Già il titolo di questo articolo potrebbe essere frainteso. E’ infatti ovvio che se si è già certi che si tratti di una patacca non si capirebbe il motivo per cui si perda tempo a scriverne un articolo. Eppure questa non è solo un falso, cioè una banale copia per ingannare i collezionisti, è proprio una invenzione di sana pianta ed è diventata, credo, la regina delle patacche non solo perché è la più comune ma anche perché ha dato origine ad una serie di copie e pure a, diciamo così, divagazioni sul tema. Essendo quindi una invenzione ed essendo anche piuttosto comune credo che possa meritare un’indagine.
Ecco la descrizione del tipo principale da cui sono fioriti gli altri:
D/ Testa coronata a sinistra intorno a leggenda in caratteri greci o latini ar caici
R/ Scrofa stante a destra mentre allatta sette porcellini, dietro, un albero e, sulla destra, Enea stante di fronte con la testa volta a sinistra ed uno scettro nella mano sinistra
1 – MA (?) – g 154
Questa, chiamiamola così, moneta fu al centro di una vivace polemica negli anni Trenta.

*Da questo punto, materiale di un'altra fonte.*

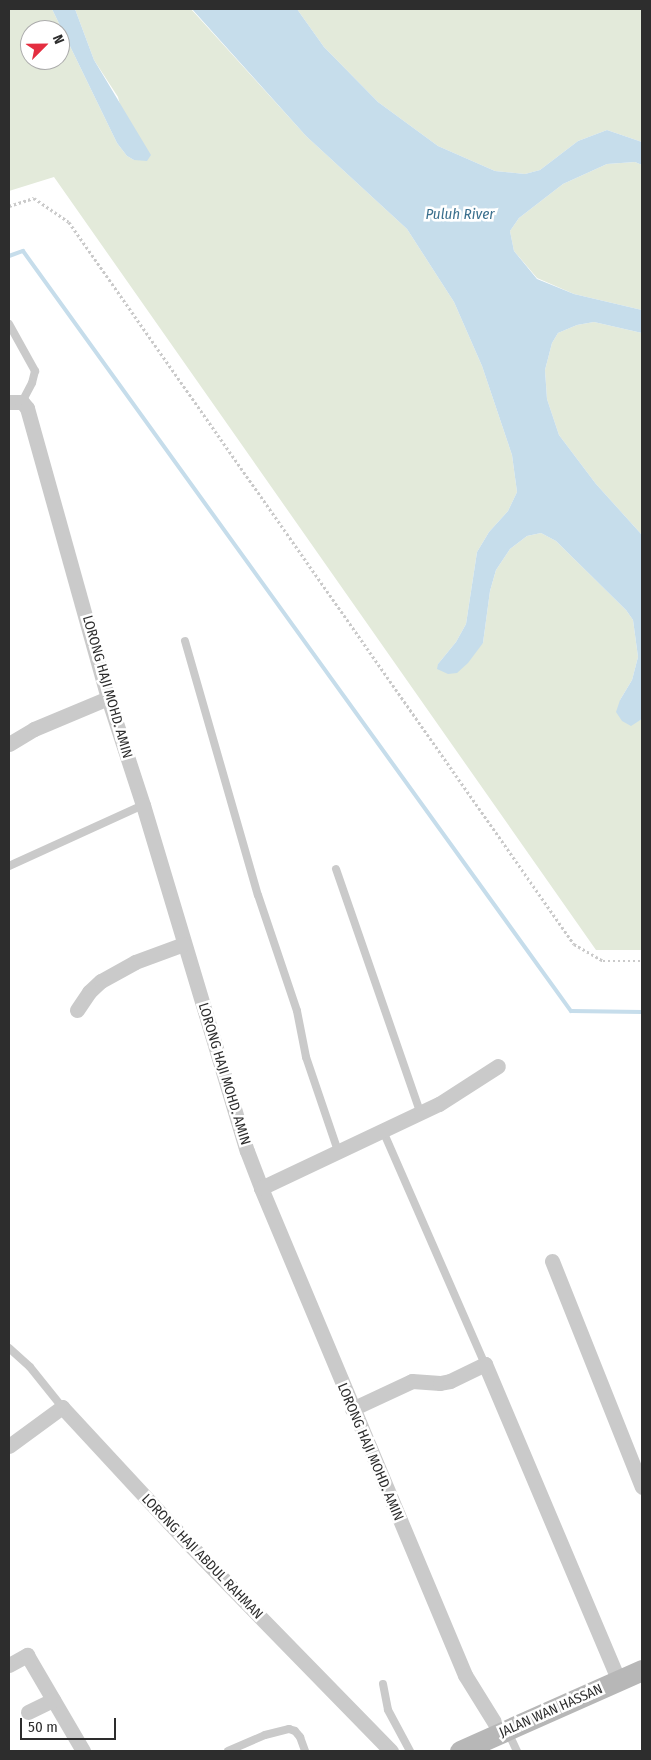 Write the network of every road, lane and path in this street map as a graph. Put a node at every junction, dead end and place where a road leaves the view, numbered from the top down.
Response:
1 (9, 206) edge
2 (9, 324) edge
3 (15, 402) edge
4 (185, 641) dead end
5 (108, 698) junction
6 (9, 744) edge
7 (143, 804) junction
8 (9, 866) edge
9 (336, 869) dead end
10 (184, 944) junction
11 (642, 961) edge
12 (77, 1010) dead end
13 (498, 1066) dead end
14 (421, 1114) junction
15 (383, 1131) junction
16 (338, 1152) junction
17 (260, 1188) junction
18 (552, 1261) dead end
19 (9, 1348) edge
20 (485, 1364) junction
21 (62, 1407) junction
22 (352, 1409) junction
23 (9, 1446) edge
24 (642, 1487) edge
25 (9, 1665) edge
26 (642, 1670) edge
27 (620, 1681) junction
28 (383, 1684) dead end
29 (53, 1700) junction
30 (28, 1712) dead end
31 (504, 1732) junction
32 (468, 1750) edge
33 (83, 1751) edge
34 (228, 1751) edge
35 (305, 1751) edge
36 (391, 1751) edge
37 (410, 1751) edge
38 (517, 1751) edge

1 - 11 path
2 - 3 lane
3 - 5 street, LORONG HAJI MOHD. AMIN
4 - 16 lane
5 - 6 street
5 - 7 street, LORONG HAJI MOHD. AMIN
7 - 8 lane
7 - 10 street, LORONG HAJI MOHD. AMIN
9 - 14 lane
10 - 12 street
10 - 17 street, LORONG HAJI MOHD. AMIN
13 - 14 street
14 - 15 street
15 - 16 street
15 - 20 lane
16 - 17 street
17 - 22 street, LORONG HAJI MOHD. AMIN
18 - 24 street
19 - 21 lane
20 - 22 street
20 - 27 street
21 - 23 street
21 - 36 street, LORONG HAJI ABDUL RAHMAN
22 - 31 street, LORONG HAJI MOHD. AMIN
25 - 29 street
26 - 27 street, JALAN WAN HASSAN
27 - 31 street, JALAN WAN HASSAN
28 - 37 lane
29 - 30 street
29 - 33 street
31 - 32 street, JALAN WAN HASSAN
31 - 38 lane
34 - 35 lane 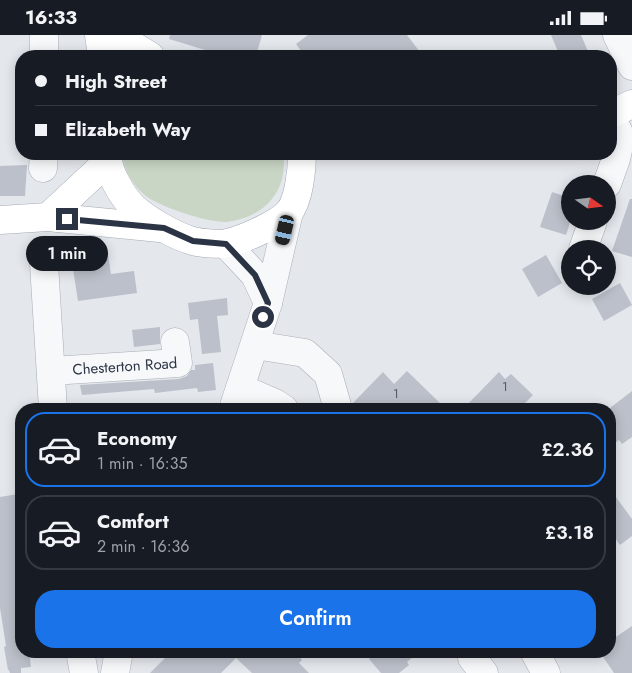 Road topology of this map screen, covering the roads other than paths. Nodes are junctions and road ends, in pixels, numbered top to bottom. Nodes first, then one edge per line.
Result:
1 (44, 35) edge
2 (99, 35) edge
3 (116, 35) edge
4 (617, 35) edge
5 (44, 50) edge
6 (101, 50) edge
7 (140, 50) edge
8 (632, 66) edge
9 (632, 104) edge
10 (617, 113) edge
11 (617, 130) edge
12 (617, 154) edge
13 (105, 160) edge
14 (108, 160) edge
15 (308, 160) edge
16 (616, 160) edge
17 (610, 175) edge
18 (289, 212) junction
19 (48, 217) junction
20 (0, 220) edge
21 (164, 228) junction
22 (226, 244) junction
23 (44, 264) dead end
24 (268, 303) junction
25 (175, 342) dead end
26 (255, 345) junction
27 (51, 371) junction
28 (237, 398) edge
29 (53, 403) edge
30 (275, 403) edge
31 (336, 403) edge
32 (81, 658) edge
33 (118, 658) edge
34 (538, 658) edge
35 (84, 673) edge
36 (115, 673) edge
37 (546, 673) edge

1 - 5 street
2 - 6 main road
3 - 7 main road
4 - 8 street
9 - 10 main road
11 - 12 street
13 - 19 main road
14 - 21 main road
15 - 18 main road
16 - 17 street
18 - 22 main road
18 - 24 street
19 - 20 main road
19 - 21 main road
21 - 22 main road
22 - 24 street
23 - 27 street, Chesterton Road
24 - 26 street
25 - 27 street, Chesterton Road
26 - 28 street
26 - 31 street
27 - 29 street, Chesterton Road
28 - 30 street
32 - 35 street
33 - 36 street
34 - 37 street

Nicola Beccia, direttore del R. Archivio di Stato della Dogana e del Tavoliere di Puglia a Foggia, nel 1931 aveva pubblicato un opuscolo dal titolo Patacche o monete troiane? Evidentemente già nel titolo si capisce ciò che era accaduto. Al Beccia era stata presentata questa moneta proprio come una patacca ma egli, sulla base di una serie di considerazioni storiche, la riteneva autentica e l’attribuiva alla città di Troia in provincia di Foggia che un tempo aveva come stemma una scrofa che allatta sette porcellini. La moneta sarebbe stata databile all’età normanna.
Ne nacque uno scontro in cui il Beccia fu oggetto degli strali di Furio Lenzi, allora direttore della rivista Rassegna Numismatica, e del commerciante romano Alberto Santamaria. Il Beccia pubblicò due nuovi opuscoli: Polemica numismatica nel 1932 e Divagazioni numismatiche nel 1940, che in pratica riproponevano una serie di suoi articoli comparsi in giornali locali. Evidentemente egli pensava di aver avuto un’idea geniale che solo l’ottusità e l’incompetenza dei numismatici romani non volevano riconoscere.
Mal gliene incolse purtroppo perché incappò ancora nell’ironia di Alberto Santamaria che nel 1941 pubblicò una acida recensione dell’ultimo lavoro Divagazioni numismatiche che riportava testuali affermazioni del Beccia quali suoi campioni delle corbellerie numismatiche, e non soltanto numismatiche. Qualsiasi commento, concludeva beffardamente Santamaria, toglierebbe il profumo della freschezza a codesti fiori i quali, poi, sono talmente abbondanti nelle “opere” del Beccia, che per coglierli tutti occorrerebbe addirittura ristampare qui i vari volumi.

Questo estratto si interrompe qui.